Nur Vögel, Sonne, Himmel und Duft des Frühlings. Heute war der erste warme Tag im Jahr. Und ich habe mir gleich einen Sonnenbrand geholt und es nicht mal gemerkt. Die uralte evangelische Marienkirche 1465 ist genau nach meinem Geschmack, solche Kirchen liebe ich, spätgotisch, ein helles Schmuckstück mit weißem Turm und dunklem Dach, und genau in dieser Gasse an der Kirche vorbei zum Markt, wo auch das Rathaus steht, lief Schütz, der hier seinen Lebensabend verbrachte, lief Bach. Leider wird die Ladegastorgel noch restauriert.

Wir besuchten das Schütz-Haus, die Jüdenstrasse, die weiße Schlosskirche. Rechts ist das besondere Latrinenhaus, und durch den Torborgen tritt man in das Schloss Augustusburg, zunächst in den Schlosshof.

Versteckt und in das Schloss integriert ist die Kirche, wunderschön verziert mit Terracotta und Apfelgrün, frühbarock, alles erhalten wie damals. Auf der dritten Empore steht oben die schöne kleine Christian-Förner-Orgel mit zwei Manualen.

Das Gehäuse ist noch genau erhalten wie damals, jedoch innen ist es nun eine moderne, elektro-pneumatische Voigt-Orgel mit Compressor, was ein wenig schade ist. Doch die Klänge sind dennoch sehr schön. Ich durfte sie spielen.
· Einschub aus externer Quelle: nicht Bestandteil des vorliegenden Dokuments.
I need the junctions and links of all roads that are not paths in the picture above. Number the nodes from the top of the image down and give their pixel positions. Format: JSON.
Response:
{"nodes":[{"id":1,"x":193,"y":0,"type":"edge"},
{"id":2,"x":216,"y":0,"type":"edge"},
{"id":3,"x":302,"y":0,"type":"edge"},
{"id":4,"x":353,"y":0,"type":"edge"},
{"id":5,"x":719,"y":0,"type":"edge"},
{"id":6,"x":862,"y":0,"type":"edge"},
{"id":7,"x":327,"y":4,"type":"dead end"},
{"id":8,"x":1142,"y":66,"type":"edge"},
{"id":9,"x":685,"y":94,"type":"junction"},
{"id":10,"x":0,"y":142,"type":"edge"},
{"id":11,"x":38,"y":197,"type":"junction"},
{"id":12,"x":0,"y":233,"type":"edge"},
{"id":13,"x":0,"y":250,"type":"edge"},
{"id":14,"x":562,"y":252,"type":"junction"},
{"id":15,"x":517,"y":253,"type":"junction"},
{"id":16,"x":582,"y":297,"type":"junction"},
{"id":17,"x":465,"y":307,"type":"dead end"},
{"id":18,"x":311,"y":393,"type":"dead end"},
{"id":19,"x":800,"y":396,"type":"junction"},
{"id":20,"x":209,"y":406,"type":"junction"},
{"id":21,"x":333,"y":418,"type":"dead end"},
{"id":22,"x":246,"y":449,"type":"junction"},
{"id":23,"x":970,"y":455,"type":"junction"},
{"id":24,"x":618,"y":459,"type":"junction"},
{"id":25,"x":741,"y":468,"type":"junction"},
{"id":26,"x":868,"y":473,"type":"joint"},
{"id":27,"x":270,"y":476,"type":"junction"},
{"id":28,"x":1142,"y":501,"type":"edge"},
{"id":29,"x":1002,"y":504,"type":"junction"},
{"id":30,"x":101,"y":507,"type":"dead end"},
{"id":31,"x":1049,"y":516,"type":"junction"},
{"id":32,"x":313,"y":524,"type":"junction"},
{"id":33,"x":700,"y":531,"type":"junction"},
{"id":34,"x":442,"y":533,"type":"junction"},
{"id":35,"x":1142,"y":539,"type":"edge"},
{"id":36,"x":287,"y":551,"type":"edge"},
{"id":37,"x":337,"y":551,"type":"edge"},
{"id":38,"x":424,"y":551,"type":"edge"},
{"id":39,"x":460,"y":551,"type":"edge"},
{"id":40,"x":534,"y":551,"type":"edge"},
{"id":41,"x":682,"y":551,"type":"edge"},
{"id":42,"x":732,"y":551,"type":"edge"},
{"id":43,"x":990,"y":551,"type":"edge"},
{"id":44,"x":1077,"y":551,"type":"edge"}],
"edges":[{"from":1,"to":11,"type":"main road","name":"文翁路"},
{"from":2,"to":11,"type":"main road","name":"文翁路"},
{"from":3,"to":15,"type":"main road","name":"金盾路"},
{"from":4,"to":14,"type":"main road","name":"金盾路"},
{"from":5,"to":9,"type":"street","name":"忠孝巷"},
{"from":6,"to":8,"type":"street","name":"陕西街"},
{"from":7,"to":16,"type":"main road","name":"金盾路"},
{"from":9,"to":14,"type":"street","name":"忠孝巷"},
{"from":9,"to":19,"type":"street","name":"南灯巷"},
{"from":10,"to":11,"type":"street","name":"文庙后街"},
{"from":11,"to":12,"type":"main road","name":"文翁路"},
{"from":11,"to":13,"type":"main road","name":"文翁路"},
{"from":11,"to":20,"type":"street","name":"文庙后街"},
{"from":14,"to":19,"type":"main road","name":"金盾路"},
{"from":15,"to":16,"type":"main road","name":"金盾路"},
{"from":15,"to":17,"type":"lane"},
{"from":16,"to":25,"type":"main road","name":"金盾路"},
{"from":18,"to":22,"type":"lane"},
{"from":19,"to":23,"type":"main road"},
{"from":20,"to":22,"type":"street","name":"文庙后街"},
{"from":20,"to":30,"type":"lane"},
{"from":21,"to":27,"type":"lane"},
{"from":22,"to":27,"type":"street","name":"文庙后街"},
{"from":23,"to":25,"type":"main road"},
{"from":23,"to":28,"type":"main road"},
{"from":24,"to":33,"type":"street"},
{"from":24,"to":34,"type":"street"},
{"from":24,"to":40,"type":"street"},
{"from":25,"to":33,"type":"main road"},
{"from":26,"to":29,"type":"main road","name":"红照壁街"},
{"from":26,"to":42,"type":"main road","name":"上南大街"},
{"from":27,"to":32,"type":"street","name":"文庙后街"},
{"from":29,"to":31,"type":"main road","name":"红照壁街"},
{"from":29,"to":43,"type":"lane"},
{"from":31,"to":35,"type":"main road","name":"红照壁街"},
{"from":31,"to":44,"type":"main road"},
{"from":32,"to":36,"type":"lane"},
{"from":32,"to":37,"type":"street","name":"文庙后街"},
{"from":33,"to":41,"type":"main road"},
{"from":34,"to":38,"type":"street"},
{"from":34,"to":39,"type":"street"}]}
Wir nahmen am evangelischen Rogate-Gottesdienst mit Abendmahl teil. Ich war die erste, die vorging und kannte das Ritual dort nicht. Der Pfarrer legte nur bei mir segnend die Hand auf den Kopf. Die Decke ist voll Engel, der Altar geschmückt.

Draußen: ein Schild angebracht, dass Johann Sebastian Bach sich um die Orgel kümmerte, und dazu steht, er sei der bedeutendste Musiker des 18. Jahrhunderts. Das ist falsch.

Er ist der bedeutendste Musiker überhaupt. Das Schild muss dringend geändert werden.
Wir liefen an Novalis‘ Haus vorbei, durch den Stadtpark mit seinen alten Gräbern und schönen Bäumen, an dem Musikerbrunnen in der Jüdenstraße, an dem ich mit Bach und seinen Kollegen vierhändig spielte.

Dort, wo Ladegasts Wohnhaus stand, ist leider kein Schild angebracht. Das ist eine Schande. Es wird immer wieder vergessen, dass es Orgelbauer gibt, die absolut geniale KÜNSTLER waren/sind; es ist mehr als nur ein Kunsthandwerk.

Dann besuchten wir die kleine Laurentiuskirche, die ebenfalls eine Ladegast-Orgel besitzt. (Wir lagen später auf der Wiese mit Spargel und Wein, und ich holte mir endgültig einen Sonnenbrand.) Wir fuhren nach Heidelberg.

Das Konzert heute wurde verlegt auf Ende Mai.

Mir kommt es so vor: Je kleiner eine Orgel von unten, desto größer wirkt sie oben. Je größer eine Orgel von unten, desto zerbrechlicher oben.